In HTR-8/SVneo EVT cells, LL-37 (1–5 µg/mL) increased invasion through Matrigel by +28% (FPR2-MMP-2-dependent, inhibited 62% by WRW4 and 58% by GM6001 MMP inhibitor), elevated VEGF-A secretion by +24%, and reduced sensitivity to NK-cell-mediated lysis (K562-like NK assay: specific lysis reduced from 22% to 14% at 5:1 E:T). This anti-cytotoxic effect is mediated in part by LL-37-induced HLA-G surface upregulation (+1.4-fold, a classical NK inhibitory ligand on trophoblast), establishing a mechanism by which placental LL-37 contributes to the immune privilege required for successful placentation. Miscarriage-associated implantation failure models (CBAxDBA/2 allogeneic mating) showed improved implantation rates from 38% to 52% with periconceptional LL-37 administration (200 µg/kg i.p.), coinciding with increased uterine FoxP3+ Treg density (+46%) and reduced NK cytotoxic activity (perforin+NK reduced from 34% to 22%), though causal attribution to LL-37 specifically requires further mechanistic dissection.

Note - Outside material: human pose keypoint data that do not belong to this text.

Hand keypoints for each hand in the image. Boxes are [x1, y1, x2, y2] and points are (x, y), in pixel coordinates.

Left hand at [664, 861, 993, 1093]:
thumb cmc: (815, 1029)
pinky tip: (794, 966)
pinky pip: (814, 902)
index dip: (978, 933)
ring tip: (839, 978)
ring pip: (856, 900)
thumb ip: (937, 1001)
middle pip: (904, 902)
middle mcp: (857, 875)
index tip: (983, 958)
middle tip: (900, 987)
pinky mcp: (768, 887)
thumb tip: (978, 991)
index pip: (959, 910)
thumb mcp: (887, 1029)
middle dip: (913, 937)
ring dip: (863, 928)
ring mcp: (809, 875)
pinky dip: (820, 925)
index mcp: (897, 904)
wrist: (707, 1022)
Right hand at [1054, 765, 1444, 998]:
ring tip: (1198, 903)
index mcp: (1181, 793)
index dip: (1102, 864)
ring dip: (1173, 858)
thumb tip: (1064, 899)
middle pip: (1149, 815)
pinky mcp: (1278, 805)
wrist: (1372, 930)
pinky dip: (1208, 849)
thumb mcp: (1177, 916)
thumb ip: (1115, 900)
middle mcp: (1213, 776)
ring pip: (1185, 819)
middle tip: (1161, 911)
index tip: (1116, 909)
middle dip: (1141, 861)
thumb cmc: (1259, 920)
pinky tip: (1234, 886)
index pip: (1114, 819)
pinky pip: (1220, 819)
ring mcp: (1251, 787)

Research Design: Distinguishing LL-37 Reproductive Mechanisms

The multiplicity of LL-37 receptors — FPR2/ALX, EGFR (transactivation), P2X7R, and CXCR2/4 (chemokine receptor cross-talk) — creates interpretive complexity in reproductive biology research. Key controls include: WRW4 (FPR2 antagonist, 10 µM) for FPR2-dependent effects; AG1478 (EGFR inhibitor, 1 µM) for HB-EGF transactivation pathways; A-438079 (P2X7R antagonist) for purinergic mechanisms; and scrambled LL-37 analogue (all-D-LL-37 or scrambled sequence) to confirm membrane topology-dependent effects vs receptor-mediated signalling. Concentration-response curves in each cell type are essential given LL-37’s membrane-disrupting activity at supraphysiological concentrations (>10 µg/mL), which would confound receptor-specific biology in many assays. Endotoxin-free preparations (LAL ≤0.1 EU/mg verified) are critical given that LPS contamination would generate false-positive macrophage M2 polarisation and Treg induction artefacts in reproductive immune models.

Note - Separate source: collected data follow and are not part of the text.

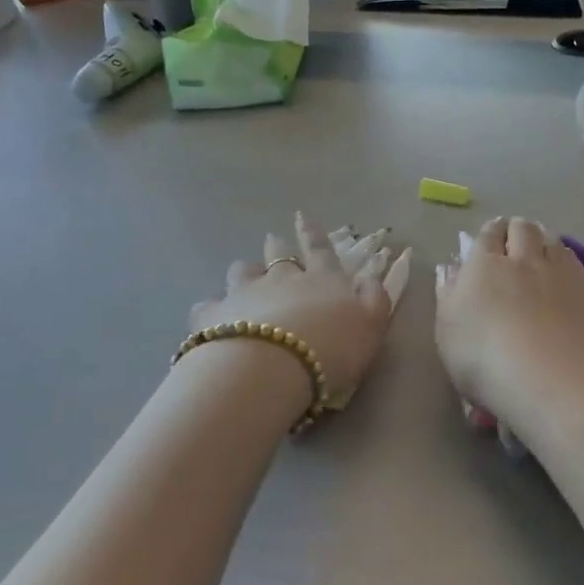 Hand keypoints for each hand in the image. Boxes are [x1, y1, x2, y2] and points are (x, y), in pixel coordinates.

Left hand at [191, 213, 409, 406]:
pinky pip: (209, 305)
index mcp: (322, 280)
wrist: (270, 368)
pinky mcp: (212, 316)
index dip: (313, 233)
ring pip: (241, 272)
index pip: (320, 250)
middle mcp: (281, 279)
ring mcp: (244, 294)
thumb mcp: (371, 325)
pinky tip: (212, 318)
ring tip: (243, 277)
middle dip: (277, 246)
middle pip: (277, 255)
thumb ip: (375, 299)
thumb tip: (370, 278)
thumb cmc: (330, 349)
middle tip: (273, 240)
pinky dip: (213, 309)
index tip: (303, 215)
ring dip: (244, 272)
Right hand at [435, 217, 583, 423]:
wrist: (549, 378)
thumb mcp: (447, 332)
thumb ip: (448, 295)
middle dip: (516, 229)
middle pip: (522, 228)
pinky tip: (566, 270)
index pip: (487, 235)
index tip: (490, 237)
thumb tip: (451, 268)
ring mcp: (558, 272)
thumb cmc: (484, 359)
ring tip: (542, 249)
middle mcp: (522, 258)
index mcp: (484, 265)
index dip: (489, 233)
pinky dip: (568, 259)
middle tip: (514, 240)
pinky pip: (576, 262)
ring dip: (544, 238)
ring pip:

Analytical Characterisation of LL-37 for Research Use

Research-grade LL-37: molecular formula C₂₀₅H₃₄₀N₆₀O₅₃, MW 4493.3 Da, confirmed by ESI-MS [M+5H]⁵⁺ m/z ~899.8, [M+6H]⁶⁺ m/z ~750.0. HPLC purity ≥95% (C18 RP, TFA/acetonitrile gradient). Helical secondary structure confirmed by circular dichroism (CD) in 50% TFE: α-helical minima at 208 nm and 222 nm. Endotoxin LAL ≤0.1 EU/mg (critical for immune studies). Lyophilised white powder, reconstituted in sterile endotoxin-free water to 1 mg/mL stock; stable −20°C (24 months lyophilised), 4°C post-reconstitution 7 days. Self-aggregation at >10 µg/mL in physiological saline requires consideration; dilution in BSA-supplemented media reduces aggregation artefacts in cell-based assays.

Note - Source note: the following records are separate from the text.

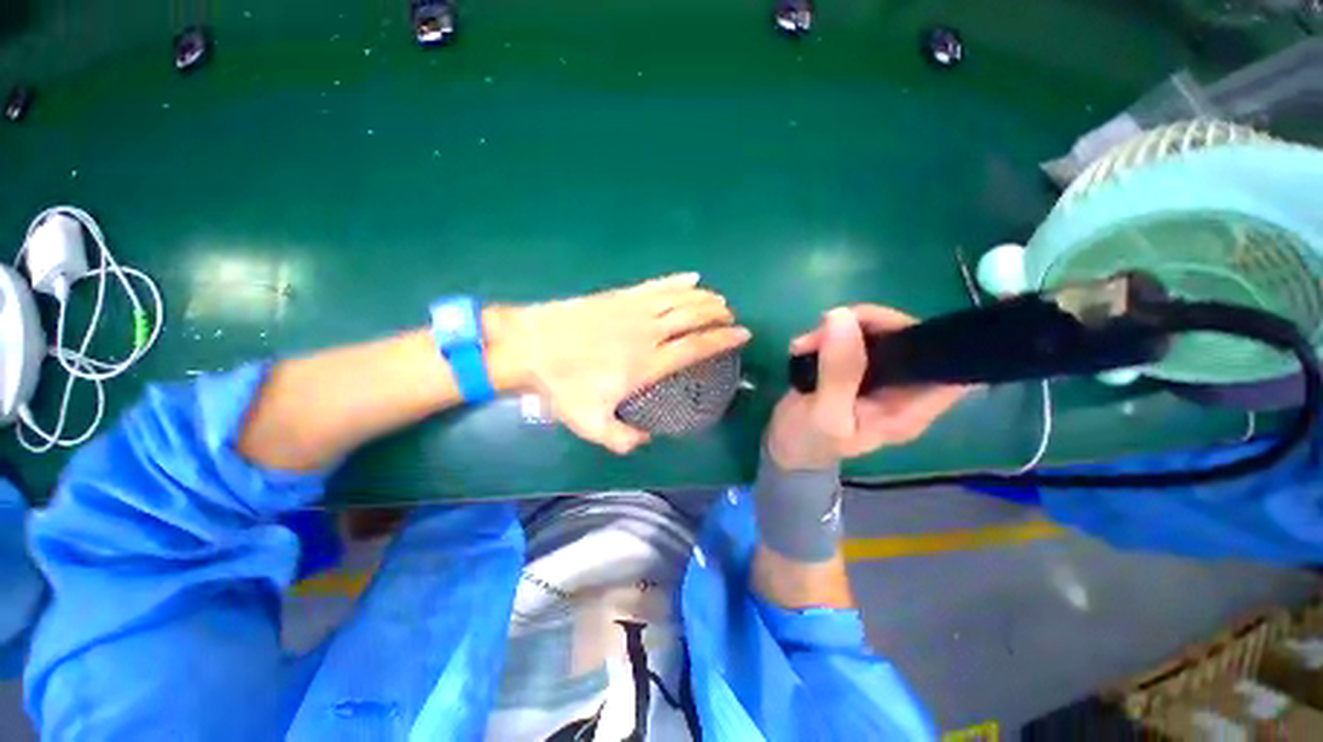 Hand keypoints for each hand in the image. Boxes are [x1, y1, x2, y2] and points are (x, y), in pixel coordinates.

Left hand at [495, 274, 750, 453]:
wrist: (530, 347)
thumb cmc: (562, 386)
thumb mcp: (591, 424)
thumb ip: (623, 438)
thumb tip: (647, 438)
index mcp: (647, 363)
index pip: (695, 347)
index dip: (722, 340)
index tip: (742, 335)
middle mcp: (647, 333)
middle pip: (692, 316)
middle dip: (717, 313)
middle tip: (730, 316)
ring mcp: (633, 310)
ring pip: (678, 297)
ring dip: (703, 296)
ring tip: (718, 298)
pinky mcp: (619, 295)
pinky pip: (655, 285)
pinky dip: (676, 280)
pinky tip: (690, 277)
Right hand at [766, 305, 967, 470]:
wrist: (784, 445)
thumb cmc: (807, 439)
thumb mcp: (823, 413)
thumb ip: (838, 372)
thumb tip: (842, 318)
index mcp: (908, 408)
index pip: (945, 366)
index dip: (926, 339)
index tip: (880, 327)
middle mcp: (901, 388)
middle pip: (908, 339)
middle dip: (867, 325)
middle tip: (825, 328)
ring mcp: (879, 376)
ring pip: (877, 333)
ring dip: (841, 328)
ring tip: (805, 343)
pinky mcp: (856, 367)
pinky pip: (854, 337)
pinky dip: (830, 334)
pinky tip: (807, 345)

Conclusion: LL-37 Reproductive Biology Research

LL-37’s reproductive biology spans antimicrobial defence of the genital tract, sperm surface biology during epididymal maturation and capacitation, endometrial epithelial repair and decidualisation support, granulosa and cumulus cell steroidogenesis and survival, uNK cell angiogenic activation, seminal immunomodulation of anti-sperm responses, BTB maintenance in Sertoli cell biology, orchitis protection through Treg induction, and trophoblast invasion and immune evasion at placentation. The unifying thread is FPR2-mediated signalling alongside EGFR transactivation, driving context-dependent pro-repair, immunomodulatory, and steroidogenesis-supporting biology across reproductive tissue types. These mechanisms are entirely distinct from LL-37’s antimicrobial pore-forming activity and from its previously documented roles in wound healing, cancer immunology, and systemic immune modulation, establishing LL-37 reproductive biology as a genuine emerging research domain with multiple unexplored angles across the fertility research landscape.